So, what exactly is interprocess communication? There are many situations where having processes communicate can increase speed, convenience and modularity. Inter process communication is a mechanism which allows processes to communicate each other and synchronize their actions. The communication between these processes can be seen as a method of cooperation between them. Processes can communicate in a number of ways, including shared memory, through files, through pipes, with signaling, over network sockets, and when programmed very specifically, through an incredibly fast and powerful API called MPI - the Message Passing Interface. We don't get into MPI too much in this  course, but it is a very useful skill to learn if you want to be serious about HPC. 

So, hopefully I've convinced you of the usefulness of inter-process communication, and now I can tell you a bit more about how they work. In the simplest example, shared memory, two (or more) processes can simple use the same data. This (obviously) only works when the two processes are on the same computer with access to the same memory pool. This is how the `multiprocessing` module which we have been using works. Sometimes, processes can write data to files. Then, with proper permissions, any other compute core on the network can reach information from that process. The main downside of that is that both network IO and file IO are very slow and will cause processes to idle. Another option is to have a server-client relationship. This is how Parsl works. The Parsl host (the computer running the Parsl script) acts as a server, telling each client, or worker, what it needs to do. This way, the inter process communication all comes from one server. In the image below, this represents a "scatter" or "broadcast" type of communication. Then, at the end of the work, Parsl requests the data back from all of the worker machines, representing a "reduction" or a "gather" method of communication. Server-client communication can often combine the speed of message passing, to an extent, with the ease of other forms of inter process communication. This is why we're going to primarily use server-client communication through Parsl in this course.
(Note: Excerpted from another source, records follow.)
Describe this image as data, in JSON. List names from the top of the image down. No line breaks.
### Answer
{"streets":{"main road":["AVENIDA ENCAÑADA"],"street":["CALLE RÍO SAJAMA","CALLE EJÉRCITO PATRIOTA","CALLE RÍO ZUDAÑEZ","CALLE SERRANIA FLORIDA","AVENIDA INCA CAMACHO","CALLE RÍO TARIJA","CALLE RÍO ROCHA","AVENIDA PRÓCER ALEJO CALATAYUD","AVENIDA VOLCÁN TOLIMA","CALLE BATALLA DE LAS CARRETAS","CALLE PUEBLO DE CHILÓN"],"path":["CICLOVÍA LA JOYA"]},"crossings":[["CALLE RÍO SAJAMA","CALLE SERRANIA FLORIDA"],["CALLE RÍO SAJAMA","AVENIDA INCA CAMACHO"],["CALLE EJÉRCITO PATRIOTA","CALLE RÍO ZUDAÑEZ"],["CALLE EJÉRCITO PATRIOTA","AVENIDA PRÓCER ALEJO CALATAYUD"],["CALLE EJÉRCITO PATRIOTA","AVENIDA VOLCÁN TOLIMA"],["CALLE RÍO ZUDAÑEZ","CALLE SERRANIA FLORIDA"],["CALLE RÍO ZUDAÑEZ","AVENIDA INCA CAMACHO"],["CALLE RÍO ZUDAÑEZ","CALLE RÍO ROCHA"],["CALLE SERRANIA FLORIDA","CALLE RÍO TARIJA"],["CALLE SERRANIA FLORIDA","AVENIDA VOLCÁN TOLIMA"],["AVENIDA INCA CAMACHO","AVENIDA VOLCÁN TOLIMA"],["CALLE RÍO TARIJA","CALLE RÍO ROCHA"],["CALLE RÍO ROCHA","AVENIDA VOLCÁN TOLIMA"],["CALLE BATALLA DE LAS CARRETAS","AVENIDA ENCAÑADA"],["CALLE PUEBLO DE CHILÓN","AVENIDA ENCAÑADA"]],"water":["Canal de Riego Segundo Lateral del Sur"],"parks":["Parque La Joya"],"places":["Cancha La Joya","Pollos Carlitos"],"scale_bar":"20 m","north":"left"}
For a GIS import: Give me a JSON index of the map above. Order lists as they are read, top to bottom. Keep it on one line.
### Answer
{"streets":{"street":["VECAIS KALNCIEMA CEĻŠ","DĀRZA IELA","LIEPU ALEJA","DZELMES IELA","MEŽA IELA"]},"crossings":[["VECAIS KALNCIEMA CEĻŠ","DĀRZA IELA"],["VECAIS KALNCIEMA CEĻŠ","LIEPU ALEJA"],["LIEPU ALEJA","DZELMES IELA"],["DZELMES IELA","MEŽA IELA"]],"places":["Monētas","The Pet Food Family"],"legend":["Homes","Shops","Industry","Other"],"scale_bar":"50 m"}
![Message Passing Diagram](https://computing.llnl.gov/tutorials/mpi/images/collective_comm.gif)


### Sidenote on MPI

I mentioned MPI earlier, and it's a really important topic in HPC, so I think I should at least explain a little about what it is. MPI is a standardized and portable message-passing interface designed by a group of researchers from academia and industry to function on a wide variety of parallel computing architectures. It's designed to be able to ensure that processes can share data, metadata, and other related information with each other. Some example uses of this are making sure that processes are synchronized, providing work to specific processes, and ensuring that the right data ends up in the right places. MPI has a heirarchical organization of processes, where tasks with a higher priority can give instructions to tasks with a lower priority. While MPI is a bit out of the scope of this course, it's a really good skill to have if you want to do HPC in the real world.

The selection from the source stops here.